Using your Windows install, download the latest BIOS update from Lenovo. After it installs the files, opt not to run it automatically. Seek to ‘C:DRIVERSFLASH<version>’. Open phlash.ini and add the line ‘advanced=1′ to the [ui] section. You need to flash your BIOS with the original image so that you ensure your later patched version is the same version as the BIOS you are currently using (as we read tables out of the running BIOS later) as well as to be familiar with the process of flashing. Run winphlash64.exe (if you’re on 64-bit) and open the file ending with FL1 in the directory which is also ‘<version>WW’. Once you’ve flashed your BIOS, and felt a sigh of relief when it booted again, the fun can begin. First, run the program RW-Everything and get a dump of all your ACPI tables in the .rw format. Once you have that, open the same .FL1 file you just flashed again in phoenixtool. After churning, phoenix tool creates a dump of your BIOS in a directory named ‘DUMP’ inside the directory which holds your image. I’d keep a copy of this dump around for curiosity’s sake. Select Lenovo as the Manufacture and the .rw file you made earlier in the correct entry. Don’t select anything for the SLIC file option. Check the Log option. Select advanced. In the new dialog that pops up select “No SLIC” and “Allow user to modify other modules.” Once this is done, click Go in the main dialog. Phoenixtool will churn and then pop-up a dialog informing you that you have until you click okay to mess around the with the files in the BIOS dump directory. Notice that if you had modified the dump before clicking Go the changes were lost as the first stage of clicking Go appears to be dumping the image again.

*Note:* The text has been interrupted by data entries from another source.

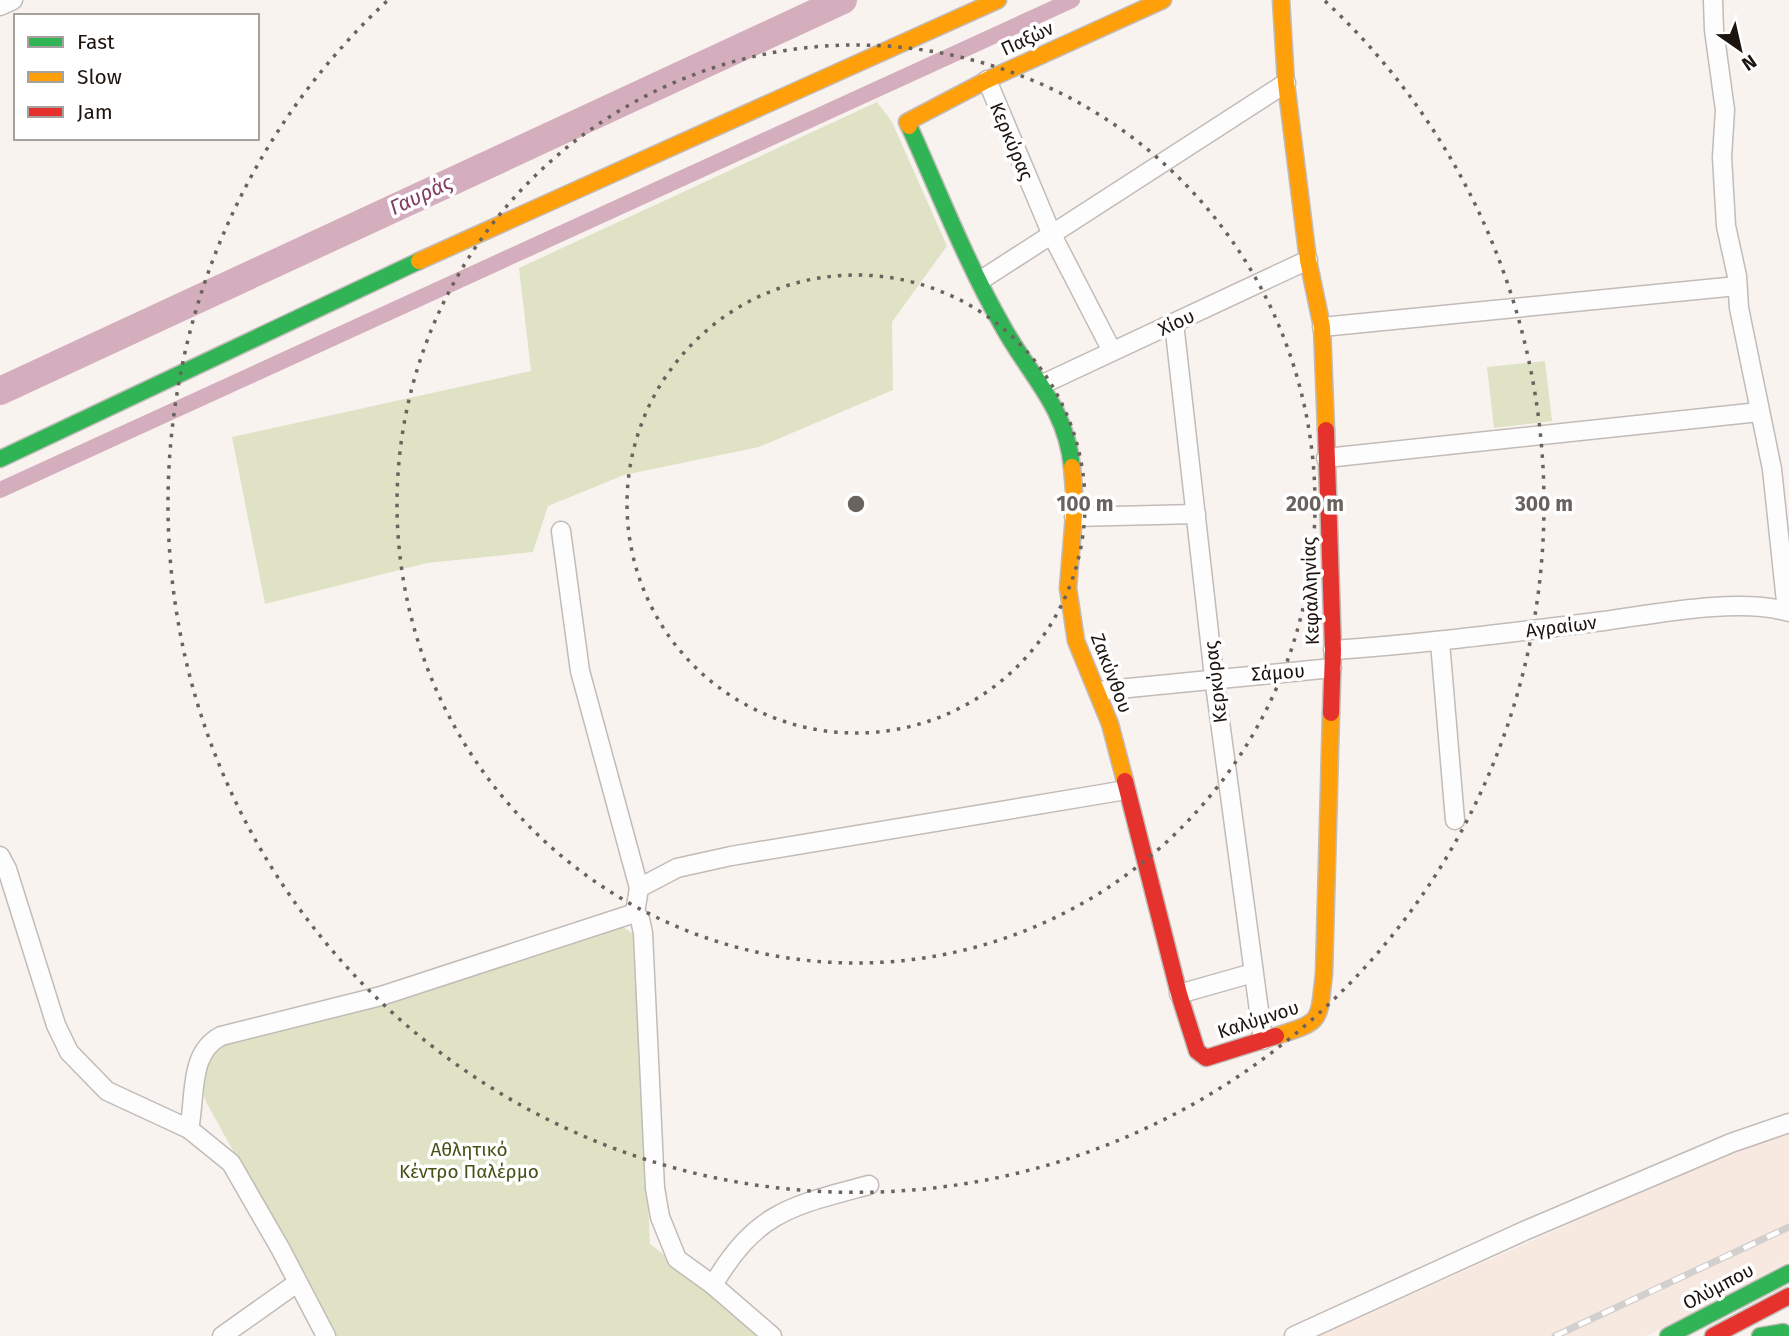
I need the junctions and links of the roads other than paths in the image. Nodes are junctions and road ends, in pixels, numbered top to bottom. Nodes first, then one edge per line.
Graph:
1 (13, 0) edge
2 (998, 0) edge
3 (1163, 0) edge
4 (1281, 0) edge
5 (1713, 0) edge
6 (0, 6) edge
7 (986, 80) junction
8 (1286, 83) junction
9 (910, 119) joint
10 (1052, 235) junction
11 (1308, 260) junction
12 (981, 280) junction
13 (1737, 286) junction
14 (1174, 323) junction
15 (1322, 327) junction
16 (1112, 351) junction
17 (1043, 384) junction
18 (1759, 412) junction
19 (1326, 458) junction
20 (0, 459) edge
21 (1196, 514) junction
22 (1074, 517) junction
23 (561, 531) dead end
24 (1788, 611) edge
25 (1440, 642) junction
26 (1333, 659) junction
27 (1214, 677) junction
28 (1098, 691) junction
29 (1126, 790) junction
30 (1455, 820) dead end
31 (0, 856) edge
32 (639, 888) junction
33 (635, 913) junction
34 (1253, 973) junction
35 (1179, 994) junction
36 (1319, 1016) joint
37 (1263, 1040) junction
38 (1206, 1058) joint
39 (1789, 1124) edge
40 (189, 1129) junction
41 (869, 1185) dead end
42 (1789, 1273) edge
43 (297, 1283) junction
44 (713, 1285) junction
45 (1789, 1296) edge
46 (1786, 1331) edge
47 (222, 1336) edge
48 (326, 1336) edge
49 (772, 1336) edge
50 (1294, 1336) edge
51 (1668, 1336) edge
52 (1713, 1336) edge
53 (1760, 1336) edge

1 - 6 street
2 - 20 street
3 - 7 street, Παξών
4 - 8 street, Κεφαλληνίας
5 - 13 street
7 - 9 street, Παξών
7 - 10 street, Κερκύρας
8 - 10 street
8 - 11 street, Κεφαλληνίας
9 - 12 street, Ζακύνθου
10 - 12 street
10 - 16 street, Κερκύρας
11 - 14 street, Χίου
11 - 15 street, Κεφαλληνίας
12 - 17 street, Ζακύνθου
13 - 15 street
13 - 18 street
14 - 16 street, Χίου
14 - 21 street, Κερκύρας
15 - 19 street, Κεφαλληνίας
16 - 17 street, Χίου
17 - 22 street, Ζακύνθου
18 - 19 street
18 - 24 street
19 - 26 street, Κεφαλληνίας
21 - 22 street
21 - 27 street, Κερκύρας
22 - 28 street, Ζακύνθου
23 - 32 street
24 - 25 street, Αγραίων
25 - 26 street, Αγραίων
25 - 30 street
26 - 27 street, Σάμου
26 - 36 street, Κεφαλληνίας
27 - 28 street, Σάμου
27 - 34 street, Κερκύρας
28 - 29 street, Ζακύνθου
29 - 32 street
29 - 35 street, Ζακύνθου
31 - 40 street
32 - 33 street
33 - 40 street
33 - 44 street
34 - 35 street
34 - 37 street, Κερκύρας
35 - 38 street, Ζακύνθου
36 - 37 street, Καλύμνου
37 - 38 street, Καλύμνου
39 - 50 street
40 - 43 street
41 - 44 street
42 - 51 street, Ολύμπου
43 - 47 street
43 - 48 street
44 - 49 street
45 - 52 street
46 - 53 street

Leave Phoenixtool waiting for a bit, and go into the dump directory. Copy the files BIOSCOD0[0-9].ROM to a new directory. I would recommend <version>/modules . Run Zender’s Phoenixpatch on the directory you made. You should end up with a BIOSCOD06.ROM.modified. Copy this file over the version of BIOSCOD06.ROM in the dump directory and click okay in the Phoenixpatch modification dialog. Phoenixpatch will create a file named the same as the .FL1 but ending in _SLIC.ROM. This is your new BIOS image. You may notice that the file is quite a bit larger than the original. This is normal as the regenerated image is not compressed. The SLIC.log should state quite clearly that Phoenixtool found BIOSCOD06.ROM to be modified.
Open up the new image using winphlash. In the advanced section ensure only the options “Verify blocks after programming”and “Disable Axx swapping automatitic detection” are selected on the flags tag and “Update: Update the BIOS and not the DMI” in the DMI tag. After this is done flash the image and cross your fingers. If all was successful, your system will reboot. Otherwise, you have to take your laptop in for servicing to get a new system board. If you system booted, try installing your new wifi card. If the BIOS lets you boot, you have 100% success.